▶ **TASK TO COMPLETE**
Scan the data and please report how many lines include the word "Right". Leave out everything but the number.

-.-.-

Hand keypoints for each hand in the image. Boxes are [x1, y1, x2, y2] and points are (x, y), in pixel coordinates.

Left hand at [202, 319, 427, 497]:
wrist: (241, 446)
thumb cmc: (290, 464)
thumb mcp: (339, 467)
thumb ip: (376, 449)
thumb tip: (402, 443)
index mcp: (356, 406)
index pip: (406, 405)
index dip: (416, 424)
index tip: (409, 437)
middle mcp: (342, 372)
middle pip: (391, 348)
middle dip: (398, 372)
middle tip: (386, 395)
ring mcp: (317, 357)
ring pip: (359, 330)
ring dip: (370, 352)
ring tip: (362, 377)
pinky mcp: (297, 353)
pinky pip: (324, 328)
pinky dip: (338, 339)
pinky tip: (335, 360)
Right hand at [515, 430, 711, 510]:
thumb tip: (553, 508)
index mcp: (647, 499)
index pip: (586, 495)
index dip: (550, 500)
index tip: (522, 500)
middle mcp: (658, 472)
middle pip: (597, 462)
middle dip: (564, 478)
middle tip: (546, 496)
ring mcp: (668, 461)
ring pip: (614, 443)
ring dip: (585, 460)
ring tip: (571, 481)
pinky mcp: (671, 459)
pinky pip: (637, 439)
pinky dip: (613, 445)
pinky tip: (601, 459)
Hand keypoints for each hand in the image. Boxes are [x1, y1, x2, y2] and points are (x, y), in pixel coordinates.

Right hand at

-.-.-

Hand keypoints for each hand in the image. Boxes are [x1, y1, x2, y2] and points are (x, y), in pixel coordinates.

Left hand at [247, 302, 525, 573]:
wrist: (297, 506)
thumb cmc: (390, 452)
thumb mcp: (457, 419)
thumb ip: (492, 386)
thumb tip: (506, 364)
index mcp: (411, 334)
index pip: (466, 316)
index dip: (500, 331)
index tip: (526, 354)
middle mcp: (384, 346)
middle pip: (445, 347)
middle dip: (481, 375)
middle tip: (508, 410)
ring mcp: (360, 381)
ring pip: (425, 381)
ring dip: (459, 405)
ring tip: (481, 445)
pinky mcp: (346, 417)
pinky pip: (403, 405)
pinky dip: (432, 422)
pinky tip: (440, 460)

-.-.-

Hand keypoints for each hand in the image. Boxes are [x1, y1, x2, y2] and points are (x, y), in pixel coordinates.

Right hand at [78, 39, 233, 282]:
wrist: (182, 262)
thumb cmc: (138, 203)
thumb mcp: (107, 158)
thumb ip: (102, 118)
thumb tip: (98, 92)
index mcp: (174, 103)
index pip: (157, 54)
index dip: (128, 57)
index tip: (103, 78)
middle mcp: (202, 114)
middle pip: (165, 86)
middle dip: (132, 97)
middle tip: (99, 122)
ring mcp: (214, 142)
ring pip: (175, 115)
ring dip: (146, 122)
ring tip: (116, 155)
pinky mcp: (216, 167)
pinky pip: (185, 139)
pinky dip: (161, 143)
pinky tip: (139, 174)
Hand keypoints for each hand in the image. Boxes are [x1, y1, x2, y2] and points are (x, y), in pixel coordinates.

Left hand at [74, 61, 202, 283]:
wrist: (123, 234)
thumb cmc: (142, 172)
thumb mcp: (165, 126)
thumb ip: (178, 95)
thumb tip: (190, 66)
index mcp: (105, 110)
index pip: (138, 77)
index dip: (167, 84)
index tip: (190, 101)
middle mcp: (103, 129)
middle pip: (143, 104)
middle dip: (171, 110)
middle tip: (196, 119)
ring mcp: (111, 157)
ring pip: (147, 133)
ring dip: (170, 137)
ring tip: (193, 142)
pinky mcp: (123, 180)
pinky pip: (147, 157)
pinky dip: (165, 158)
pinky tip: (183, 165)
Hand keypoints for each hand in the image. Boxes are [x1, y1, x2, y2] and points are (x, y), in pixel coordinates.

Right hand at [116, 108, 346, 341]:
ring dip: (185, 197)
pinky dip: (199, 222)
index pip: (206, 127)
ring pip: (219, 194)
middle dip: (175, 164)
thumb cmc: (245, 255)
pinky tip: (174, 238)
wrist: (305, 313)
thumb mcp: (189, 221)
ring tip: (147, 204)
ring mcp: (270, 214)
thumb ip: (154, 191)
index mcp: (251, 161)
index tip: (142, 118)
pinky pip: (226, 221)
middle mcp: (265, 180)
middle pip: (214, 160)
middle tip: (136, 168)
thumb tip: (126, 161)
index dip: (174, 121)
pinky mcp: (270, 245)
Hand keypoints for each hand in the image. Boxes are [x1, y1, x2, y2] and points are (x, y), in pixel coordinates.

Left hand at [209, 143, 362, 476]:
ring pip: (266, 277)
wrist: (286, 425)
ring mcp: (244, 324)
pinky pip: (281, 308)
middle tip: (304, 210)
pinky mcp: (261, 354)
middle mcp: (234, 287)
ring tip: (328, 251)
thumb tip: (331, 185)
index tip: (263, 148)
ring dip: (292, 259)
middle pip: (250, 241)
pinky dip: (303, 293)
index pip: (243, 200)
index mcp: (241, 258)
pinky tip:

-.-.-

▶ **FINISHED TASK**
4